__WHAT TO PRODUCE__
Write each line exactly, from the line that holds "thumb ip: (352, 383)" through the final line of the material, and no other line.

##### ENTRIES SHOWN

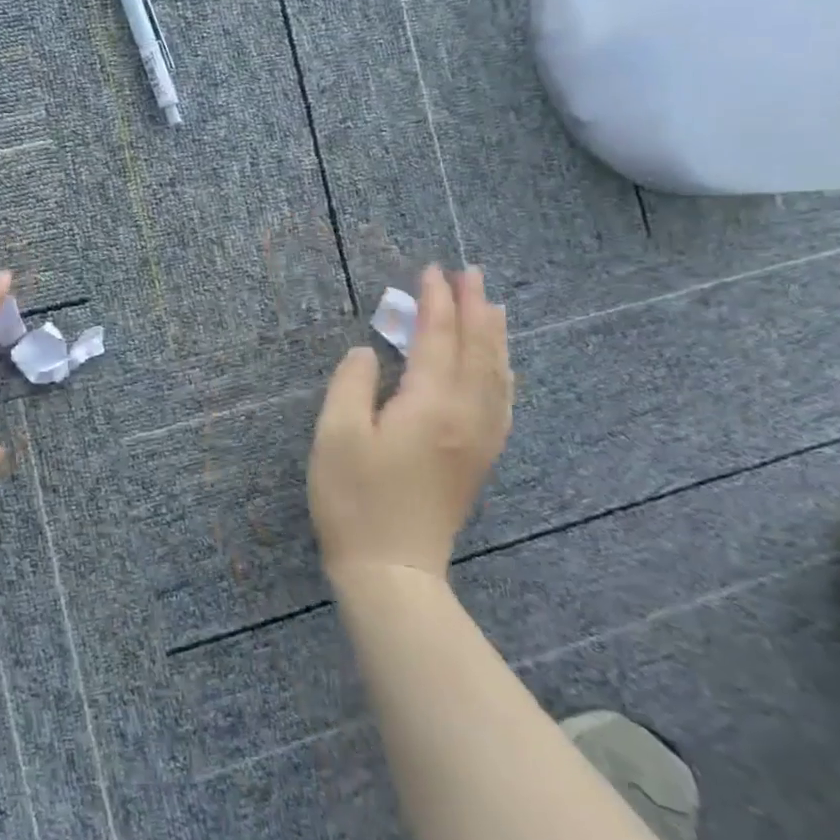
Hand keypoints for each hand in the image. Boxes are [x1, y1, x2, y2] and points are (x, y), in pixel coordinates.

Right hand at [308, 264, 513, 579]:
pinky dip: (502, 371)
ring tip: (491, 306)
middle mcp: (467, 415)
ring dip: (494, 334)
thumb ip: (352, 383)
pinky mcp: (478, 458)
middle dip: (474, 307)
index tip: (431, 270)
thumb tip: (367, 353)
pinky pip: (501, 401)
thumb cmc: (354, 499)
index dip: (436, 301)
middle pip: (478, 349)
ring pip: (497, 374)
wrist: (391, 569)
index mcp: (431, 404)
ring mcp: (479, 439)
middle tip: (470, 273)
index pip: (439, 337)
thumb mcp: (337, 435)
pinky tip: (499, 367)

##########

__EXERCISE OUTPUT__
thumb ip: (352, 383)
pinky mcp: (478, 458)
middle dip: (474, 307)
index tip: (431, 270)
thumb tip: (367, 353)
pinky pip: (501, 401)
thumb cmc: (354, 499)
index dip: (436, 301)
middle pip: (478, 349)
ring pip: (497, 374)
wrist: (391, 569)
index mcp: (431, 404)
ring mcp: (479, 439)
middle tip: (470, 273)
index pip: (439, 337)
thumb mcp: (337, 435)
pinky tip: (499, 367)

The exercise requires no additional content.